The overall variability of investment returns is best described by Standard Deviation. It is typically
calculated based on monthly, or annual percentage changes (rather than dollar fluctuations of the
equity curve series itself).
Standard Deviation measures both upside and downside volatility, and is literally the square root of
variance, which describes the dispersion of data points around an average. Standard deviation is
the denominator of the Sharpe Ratio, a classic measure of risk vs. reward.
Standard Deviation is an easy concept to convey without resorting to mathematical formulae, and
the following example demonstrates why averages with large standard deviations can be
misleading, and why two investments with similar returns can have dramatically different risk
characteristics:
The U.S. Virgin Islands have an average annual temperature of approximately 80ºF. This
is paradise, and it is habitable year-round.
Let's compare this with an actual location in Southern California, not too far inland from the
Pacific Ocean. It has a year-round average temperature of 76ºF, which is a little cooler
than paradise. So far, so good.
Research shows that the average daily high throughout the year is 90ºF, and the average
daily low is 62ºF. Still habitable, but it's beginning to sound a little hot. Maybe not, though;
the Virgin Islands has an average daily high/low of 86º / 74ºF
Our pleasant California locale also has very mild winters.

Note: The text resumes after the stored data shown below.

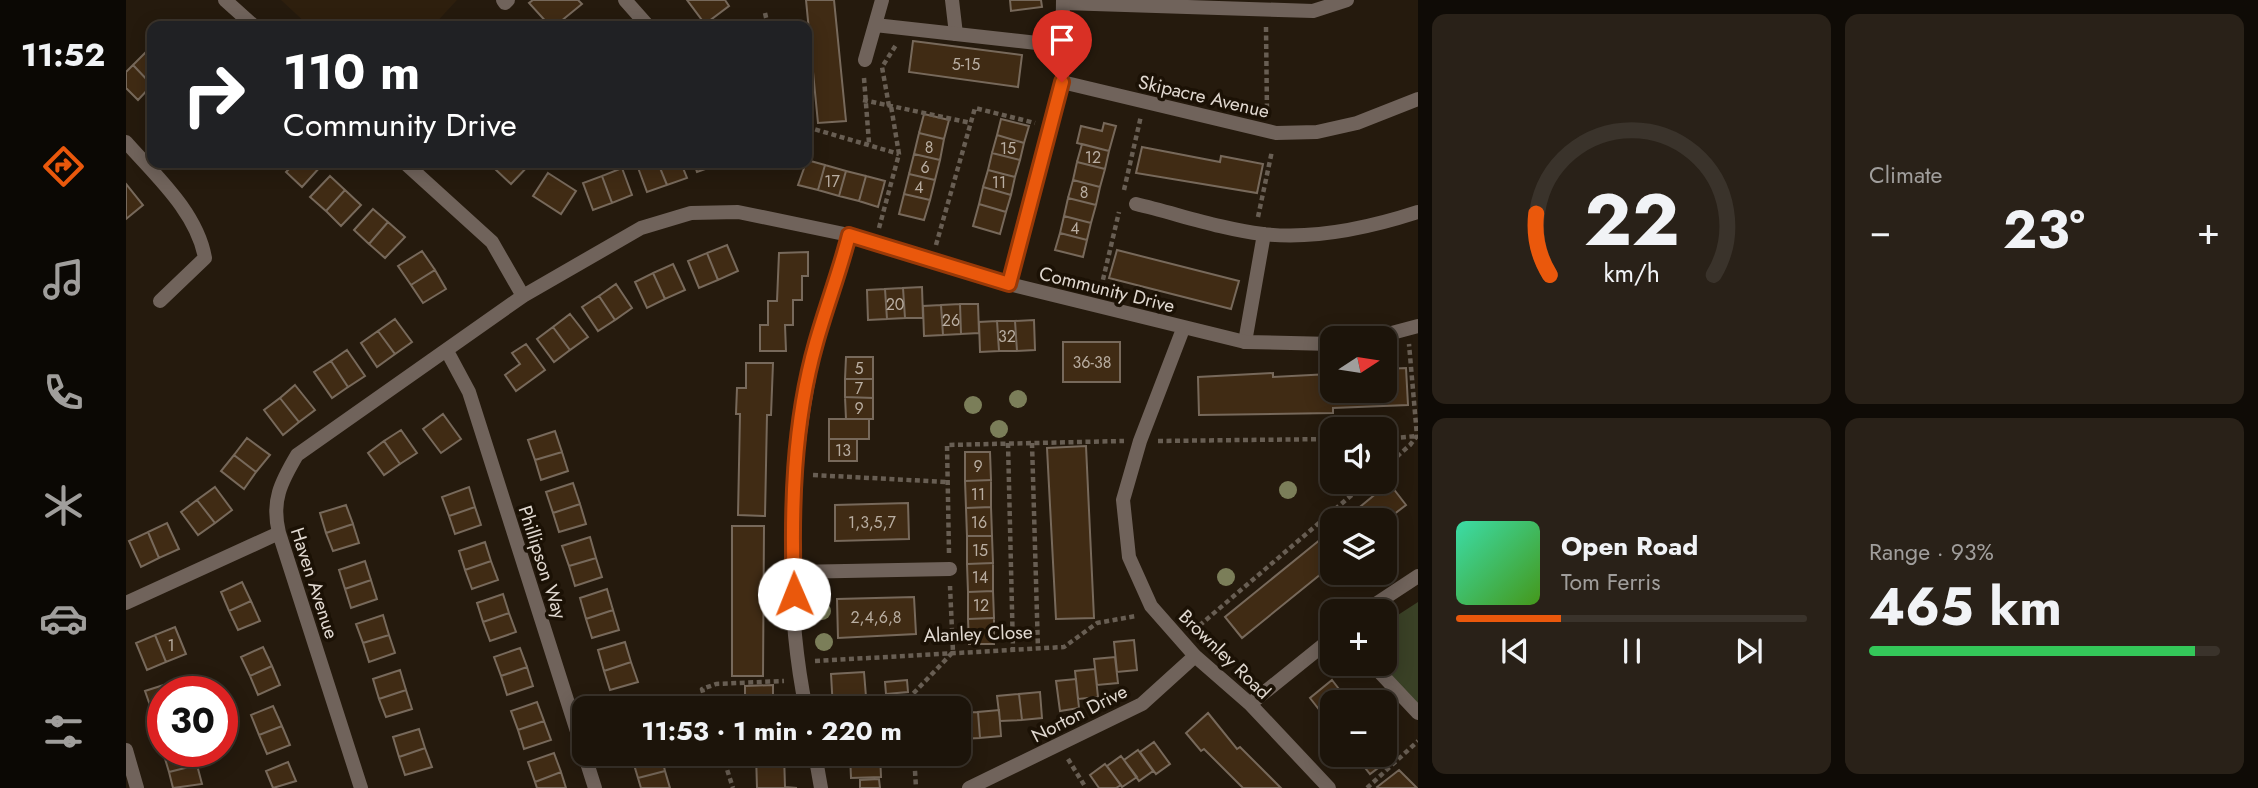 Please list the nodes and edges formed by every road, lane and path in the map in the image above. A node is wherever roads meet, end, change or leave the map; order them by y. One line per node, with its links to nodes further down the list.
1 (225, 0): 11 (street)
2 (503, 0): 3 (street)
3 (508, 0)
4 (882, 0): 14 (street)
5 (952, 0): 16 (street)
6 (1347, 0): 9 (street)
7 (631, 2): 12 (street)
8 (1063, 2): 9 (street); 17 (street)
9 (1266, 9): 26 (path)
10 (765, 13): 13 (path)
11 (248, 21)
12 (644, 21)
13 (767, 21)
14 (875, 25): 15 (street); 18 (street)
15 (906, 30): 16 (street); 22 (path)
16 (956, 34): 17 (street)
17 (1064, 46): 19 (street)
18 (865, 60): 21 (path)
19 (1062, 82): 24 (street); 26 (street, Skipacre Avenue)
20 (1418, 99): 26 (street, Skipacre Avenue)
21 (863, 100): 22 (path); 28 (path)
22 (890, 106): 23 (path); 29 (path)
23 (971, 122): 24 (path); 38 (path)
24 (1050, 126): 39 (street)
25 (812, 128): 28 (path)
26 (1272, 132): 35 (path)
27 (126, 142): 30 (street)
28 (869, 143): 29 (path)
29 (899, 155): 37 (path)
30 (147, 166)
31 (149, 168): 41 (street)
32 (411, 168): 40 (street)
33 (1136, 204): 35 (street)
34 (1418, 212): 35 (street)
35 (1259, 233): 44 (street)
36 (849, 235): 37 (street, Community Drive); 40 (street, Community Drive); 54 (street)
37 (876, 241): 38 (street, Community Drive)
38 (932, 259): 39 (street, Community Drive)
39 (1009, 284): 42 (street, Community Drive)
40 (523, 296): 46 (street, Haven Avenue)
41 (160, 301)
42 (1183, 328): 44 (street, Community Drive); 50 (street, Brownley Road)
43 (1413, 328): 47 (path)
44 (1245, 342): 45 (street, Community Drive)
45 (1320, 344)
46 (447, 351): 57 (street, Haven Avenue); 88 (street, Phillipson Way)
47 (1416, 436): 48 (path); 53 (path)
48 (1397, 438)
49 (1320, 439): 50 (path)
50 (1140, 441): 52 (path); 65 (street, Brownley Road)
51 (1008, 443): 52 (path); 55 (path); 68 (path)
52 (1032, 443): 69 (path)
53 (1397, 456)
54 (794, 475): 55 (path); 60 (street)
55 (948, 482): 58 (path)
56 (1353, 494): 66 (path)
57 (279, 533): 64 (street); 87 (street, Haven Avenue)
58 (949, 546)
59 (950, 569): 60 (street)
60 (793, 572): 72 (street)
61 (1418, 576): 63 (street)
62 (951, 599): 70 (path)
63 (1383, 599)
64 (126, 603)
65 (1151, 607): 66 (street, Brownley Road); 69 (path, Alanley Close)
66 (1181, 641): 71 (street, Brownley Road)
67 (1320, 648): 78 (street)
68 (1013, 650): 69 (path, Alanley Close); 70 (path, Alanley Close)
69 (1038, 650)
70 (953, 652): 72 (path, Alanley Close); 77 (path)
71 (1195, 656): 78 (street, Brownley Road); 81 (street, Norton Drive)
72 (796, 662): 74 (street)
73 (1383, 676): 79 (street)
74 (800, 680): 75 (path); 76 (street)
75 (704, 696)
76 (803, 696)
77 (911, 696)
78 (1250, 704): 94 (street, Brownley Road)
79 (1418, 713)
80 (1418, 741): 95 (path)
81 (1062, 745): 92 (street, Norton Drive); 93 (path)
82 (126, 750): 86 (street)
83 (726, 766): 89 (path)
84 (817, 766): 90 (street)
85 (915, 766): 91 (path)
86 (137, 788)
87 (361, 788)
88 (595, 788)
89 (733, 788)
90 (821, 788)
91 (916, 788)
92 (969, 788)
93 (1086, 788)
94 (1329, 788)
95 (1367, 788)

More research, though, shows
that while the average daily low for the summer is 77°F, the average daily summer high
is...105°F. So it's apparent that, even thought its average annual temperature is slightly
lower than the Virgin Islands, the range, or variance of its temperature is significantly
higher, and may even be cause for alarm, where habitability is concerned.

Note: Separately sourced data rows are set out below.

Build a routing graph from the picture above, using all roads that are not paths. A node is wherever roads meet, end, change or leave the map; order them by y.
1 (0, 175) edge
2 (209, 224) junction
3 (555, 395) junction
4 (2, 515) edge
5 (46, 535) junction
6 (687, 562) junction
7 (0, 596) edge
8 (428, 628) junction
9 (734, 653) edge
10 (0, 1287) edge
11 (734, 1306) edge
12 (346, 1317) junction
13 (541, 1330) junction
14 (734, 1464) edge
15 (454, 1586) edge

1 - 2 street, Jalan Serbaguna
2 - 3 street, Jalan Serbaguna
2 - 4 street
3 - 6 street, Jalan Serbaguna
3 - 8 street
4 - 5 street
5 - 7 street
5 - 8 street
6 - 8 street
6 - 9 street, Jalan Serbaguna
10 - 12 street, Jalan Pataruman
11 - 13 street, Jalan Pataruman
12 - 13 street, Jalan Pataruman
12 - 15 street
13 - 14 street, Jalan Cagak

Further digging turns up the fact that 1996 was the hottest summer on record: There were
40 days over 120°F, and 103 days over 110°F. The summer of 1974 was no more
hospitable, setting a record of 134 consecutive days with a maximum temperature of over
100°F. In 1913, the temperature reached 129°F or above, five days in a row (a world
record at the time), and the hottest temperature ever recorded was 134°F on July 10 of
that same year.
Our pleasant-sounding climate, with a year-round average temperature lower than the
Virgin Islands, now sounds more like an inferno. And it is: It's Furnace Creek in Death
Valley, CA, the hottest, driest place in North America.
So the vast difference in habitability between these two locales-which share similar
year-round average temperatures-lies solely in the standard deviation of their respective
temperatures.
There is no doubt that, by treating upside and downside volatility the same, Standard Deviation
does a very good job of describing the overall variability of investment returns. However, there is a
school of thought which maintains that Standard Deviation is an inappropriate risk measure under
certain circumstances because it unfairly penalizes the high upside volatility often experienced by
trend-following Commodity Trading Advisors.
Trend-following CTAs typically employ rigid stop-loss strategies that produce a return profile
characterized by a small number of well-contained losses, and an even smaller number of large
winning trades. So the argument that standard deviation unfairly penalizes their risk-adjusted
returns may well have merit.
In response, some risk-adjusted metrics-such as the Sortino Ratio-look only at downside Standard
Deviation (also called semi-deviation). While similar to the Sharpe Ratio in general form, the
denominator of the Sortino Ratio calculates the standard deviation of the negative data points only,
against the mean of the population (of all data points).